You’ll also hear from people working in cyber security, one of the fastest growing job areas around. Worldwide, 53% of organisations report a shortage of cyber security skills. And it’s not just about your technical knowhow. Essential cyber security skills include tenacity, curiosity, being systematic, being able to piece together information and being resilient in your approach to a problem, says James.

“All of cyber security is about problem-solving – often with people. If you don’t have access to the code on a website and you’re looking for a bug (error), you need to think about how you can keep ‘pulling that thread’ to find that bug,” he says.

“We wanted to show in an authentic way that careers link to the kind of problem-solving that you see in the challenges – like social media sleuthing,” says James. “In all of our activities we include industry professionals explaining what it’s like to work in cyber security. Young people in the working world talking about their career and their pathway is an important insight into what cyber security is.”

If you’re looking to develop your tech skills further, there are also Digital Technologies Challenges (online and unplugged classroom activities for Years 3–8) and more courses on the ACA website.

Done the Challenges and looking for what’s next? You can get involved in Capture the Flag competitions (see p16) or take our cyber safety quiz.

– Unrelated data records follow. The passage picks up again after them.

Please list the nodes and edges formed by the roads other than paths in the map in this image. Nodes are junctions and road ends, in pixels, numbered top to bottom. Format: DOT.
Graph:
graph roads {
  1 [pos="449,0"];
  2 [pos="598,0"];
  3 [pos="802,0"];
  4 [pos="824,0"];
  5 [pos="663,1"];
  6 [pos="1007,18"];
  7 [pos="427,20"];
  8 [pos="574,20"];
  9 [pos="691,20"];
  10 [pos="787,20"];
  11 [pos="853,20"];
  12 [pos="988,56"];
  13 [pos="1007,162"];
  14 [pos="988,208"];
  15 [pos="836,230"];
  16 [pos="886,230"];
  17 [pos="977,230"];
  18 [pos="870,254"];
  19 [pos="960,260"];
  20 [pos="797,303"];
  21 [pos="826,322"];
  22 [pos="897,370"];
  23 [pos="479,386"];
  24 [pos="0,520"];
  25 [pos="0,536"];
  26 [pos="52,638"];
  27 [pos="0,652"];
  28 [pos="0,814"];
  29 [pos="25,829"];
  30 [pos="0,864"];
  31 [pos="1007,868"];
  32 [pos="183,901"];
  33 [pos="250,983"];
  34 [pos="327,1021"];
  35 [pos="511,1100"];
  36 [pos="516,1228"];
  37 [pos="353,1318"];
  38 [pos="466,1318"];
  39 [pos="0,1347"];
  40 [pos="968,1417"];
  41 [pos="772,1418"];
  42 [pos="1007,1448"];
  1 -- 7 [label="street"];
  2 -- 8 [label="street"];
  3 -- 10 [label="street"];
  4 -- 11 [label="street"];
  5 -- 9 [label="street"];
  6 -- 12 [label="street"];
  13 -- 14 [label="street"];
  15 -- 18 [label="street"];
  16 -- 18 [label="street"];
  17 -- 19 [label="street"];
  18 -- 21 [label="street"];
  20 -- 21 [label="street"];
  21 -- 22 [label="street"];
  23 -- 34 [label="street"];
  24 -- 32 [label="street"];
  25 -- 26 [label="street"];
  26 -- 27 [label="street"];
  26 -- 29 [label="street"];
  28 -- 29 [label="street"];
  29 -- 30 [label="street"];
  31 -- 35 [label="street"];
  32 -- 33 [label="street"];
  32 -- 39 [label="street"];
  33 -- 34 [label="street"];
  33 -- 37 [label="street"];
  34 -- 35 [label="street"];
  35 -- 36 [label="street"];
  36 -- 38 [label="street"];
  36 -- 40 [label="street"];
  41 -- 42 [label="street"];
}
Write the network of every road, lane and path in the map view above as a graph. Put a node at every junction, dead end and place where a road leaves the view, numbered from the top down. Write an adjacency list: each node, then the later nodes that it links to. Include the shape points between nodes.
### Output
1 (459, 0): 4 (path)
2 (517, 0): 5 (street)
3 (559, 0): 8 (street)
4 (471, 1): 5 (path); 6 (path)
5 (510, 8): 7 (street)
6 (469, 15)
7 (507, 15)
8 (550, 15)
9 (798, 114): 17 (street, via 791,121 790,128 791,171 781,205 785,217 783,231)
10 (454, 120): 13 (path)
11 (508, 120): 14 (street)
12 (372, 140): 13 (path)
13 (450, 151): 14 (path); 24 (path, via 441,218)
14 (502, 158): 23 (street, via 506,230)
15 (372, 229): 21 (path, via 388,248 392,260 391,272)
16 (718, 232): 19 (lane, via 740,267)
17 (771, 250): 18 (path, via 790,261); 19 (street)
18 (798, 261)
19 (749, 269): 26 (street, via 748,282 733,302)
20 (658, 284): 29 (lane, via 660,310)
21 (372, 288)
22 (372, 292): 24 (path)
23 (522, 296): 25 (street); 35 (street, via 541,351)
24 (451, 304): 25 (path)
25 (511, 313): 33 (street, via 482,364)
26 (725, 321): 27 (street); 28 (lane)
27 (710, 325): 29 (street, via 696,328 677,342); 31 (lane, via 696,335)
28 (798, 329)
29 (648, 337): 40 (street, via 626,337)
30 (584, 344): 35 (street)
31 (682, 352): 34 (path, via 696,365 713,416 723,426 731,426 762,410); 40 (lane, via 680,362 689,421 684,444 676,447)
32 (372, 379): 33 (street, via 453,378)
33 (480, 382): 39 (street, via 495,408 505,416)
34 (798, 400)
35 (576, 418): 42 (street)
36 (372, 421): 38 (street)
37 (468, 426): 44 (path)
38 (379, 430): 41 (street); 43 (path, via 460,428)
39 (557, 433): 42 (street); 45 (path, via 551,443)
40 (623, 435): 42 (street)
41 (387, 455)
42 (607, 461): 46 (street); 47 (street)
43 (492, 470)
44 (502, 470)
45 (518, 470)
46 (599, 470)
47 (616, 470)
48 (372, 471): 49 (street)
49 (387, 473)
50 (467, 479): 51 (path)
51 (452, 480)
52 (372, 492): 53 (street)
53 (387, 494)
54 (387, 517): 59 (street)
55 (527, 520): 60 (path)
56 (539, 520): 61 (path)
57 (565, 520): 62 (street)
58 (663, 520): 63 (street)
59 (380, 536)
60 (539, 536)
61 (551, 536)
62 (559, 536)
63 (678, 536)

“There are a bunch of competitions and activities out there for kids to get into!” says James.

Name drop: get the lingo

Bug: An error in programming.

Cipher: An algorithm (set of rules) to encrypt or decrypt information. The simplest ciphers replace alphabetical letters with numbers, for example.

Cryptography: Techniques to keep information secure by using codes, scrambling techniques and keys.

Exploit: An attempt to take advantage of a bug or flaw in a system for malicious purposes.

Network security: Rules and set-ups designed to protect networked devices from hacks. Networked devices can include drones, fridges, TVs, road signs, or even vehicles.

Phishing: An attempt to get you to provide information that can be used for cyber crimes like banking details, personal information or passwords.

Smishing: Phishing scams conducted by SMS.

Try these challenges!

Information privacy and security: Grasp personal information security by thinking like a hacker. You will learn to value the importance of password strength and protection, as well as discovering just how vulnerable private information can be online.

Cryptography: Learn basic cryptography concepts in relation to data representation and securing online communication, and how these concepts are implemented through code. This Challenge teaches programming in the context of classic cryptographic ciphers like rotation, XOR and mixed substitution, and explains the techniques used to break these forms of encryption.

Network security: This Challenge teaches the fundamentals of wired and wireless networks and the underlying principles of digital systems using BBC micro:bits.

Web application security: This Challenge demonstrates the importance of security in web applications by exposing typical flaws in websites that can be exploited using tools built into the web browser.